Terraform Cloud / HCP Terraform Backend

terraform {
cloud {
organization = "mycompany"
workspaces {
name = "production-aws-infra"
}
}
}

Terraform Cloud provides state storage, locking, history, and remote execution for free on small teams. No separate DynamoDB or GCS bucket required.


Partial Backend Configuration

Separate backend location from backend type — useful for supporting multiple environments from one config:

# main.tf — just the backend type, no location
terraform {
backend "s3" {}
}
backends/production.tfbackend
bucket = "mycompany-terraform-state"
key = "production/terraform.tfstate"
region = "us-east-1"
encrypt = true
dynamodb_table = "terraform-state-lock"
Terminal window
# Initialize with environment-specific backend config
terraform init -backend-config="backends/production.tfbackend"
terraform init -backend-config="backends/staging.tfbackend"

Reading Another Configuration’s State

Use terraform_remote_state data source to consume outputs from a separate configuration:

# Read outputs from the networking team's Terraform state
data "terraform_remote_state" "networking" {
backend = "s3"
config = {
bucket = "mycompany-terraform-state"
key = "shared/networking/terraform.tfstate"
region = "us-east-1"
}
}
# Use networking outputs in this configuration
resource "aws_instance" "app" {
subnet_id = data.terraform_remote_state.networking.outputs.private_subnet_ids[0]
vpc_security_group_ids = [
data.terraform_remote_state.networking.outputs.app_security_group_id
]
}

Remote state data sources require the state being read to have the relevant outputs defined.
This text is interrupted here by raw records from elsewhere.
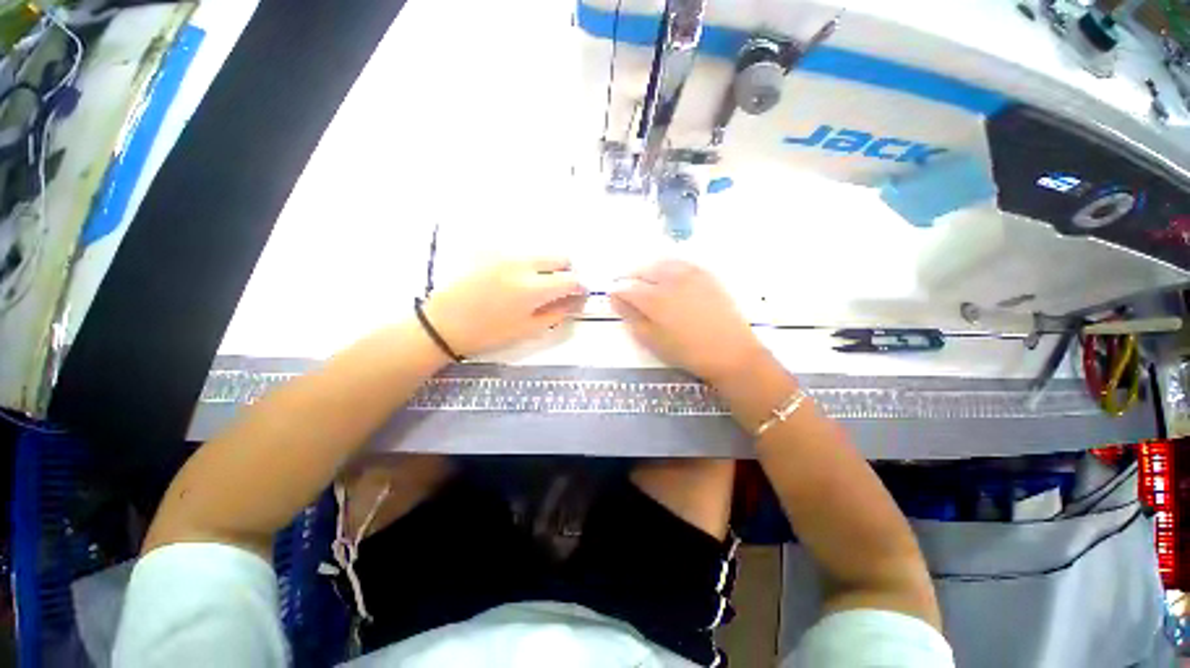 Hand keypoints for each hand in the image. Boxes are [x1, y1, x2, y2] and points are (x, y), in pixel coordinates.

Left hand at [424, 258, 586, 356]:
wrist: (444, 322)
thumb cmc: (488, 332)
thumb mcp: (527, 330)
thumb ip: (556, 314)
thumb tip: (574, 303)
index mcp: (534, 288)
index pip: (571, 279)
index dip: (580, 287)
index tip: (579, 294)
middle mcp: (523, 264)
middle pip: (560, 257)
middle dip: (567, 271)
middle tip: (560, 288)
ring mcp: (506, 254)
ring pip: (541, 253)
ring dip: (548, 266)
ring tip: (536, 285)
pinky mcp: (491, 251)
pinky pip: (521, 252)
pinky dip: (528, 263)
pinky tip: (515, 279)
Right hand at [611, 260, 763, 383]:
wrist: (730, 352)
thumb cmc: (687, 352)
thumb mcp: (653, 340)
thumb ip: (632, 318)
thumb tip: (616, 300)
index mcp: (654, 299)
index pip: (627, 289)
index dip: (617, 292)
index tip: (613, 298)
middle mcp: (670, 280)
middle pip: (643, 270)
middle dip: (631, 277)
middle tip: (627, 287)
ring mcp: (690, 274)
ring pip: (662, 263)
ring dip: (649, 269)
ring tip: (645, 279)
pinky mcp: (706, 275)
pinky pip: (682, 263)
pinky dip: (669, 266)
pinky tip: (669, 275) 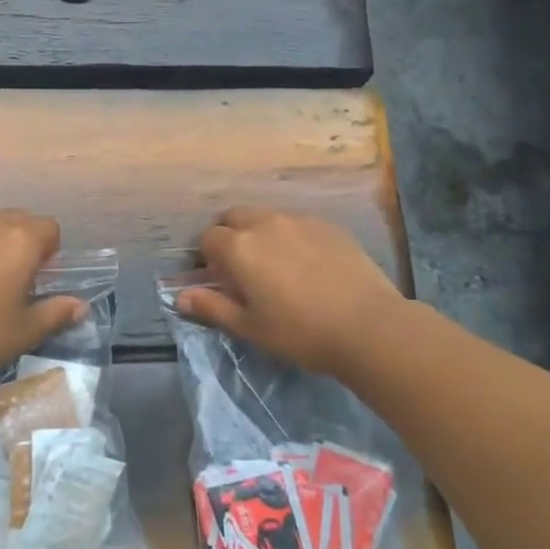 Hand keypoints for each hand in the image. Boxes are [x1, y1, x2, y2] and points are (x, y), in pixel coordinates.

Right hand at [176, 207, 402, 377]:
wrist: (369, 326)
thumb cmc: (300, 332)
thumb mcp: (250, 327)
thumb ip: (212, 307)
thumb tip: (180, 296)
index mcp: (239, 247)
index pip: (207, 239)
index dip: (206, 258)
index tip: (217, 279)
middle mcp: (265, 223)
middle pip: (233, 216)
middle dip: (228, 235)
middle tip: (239, 267)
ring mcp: (299, 220)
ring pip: (265, 216)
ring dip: (258, 232)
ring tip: (273, 264)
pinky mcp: (328, 225)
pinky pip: (296, 222)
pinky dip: (288, 235)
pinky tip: (305, 263)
This creates a soft dependency between teams — use it for stable, infrequently-changing values like VPC IDs.


State Key Naming Conventions

Organize state files logically — the key is just a path in the bucket:

Terminal window
# By environment + component
production/networking/terraform.tfstate
production/database/terraform.tfstate
production/application/terraform.tfstate
staging/networking/terraform.tfstate
staging/database/terraform.tfstate
# By team + environment
platform/production/terraform.tfstate
data-engineering/production/terraform.tfstate
# By account + region + environment
aws-123456789012/us-east-1/production/terraform.tfstate

Keep the key consistent and document the convention in your team’s runbook.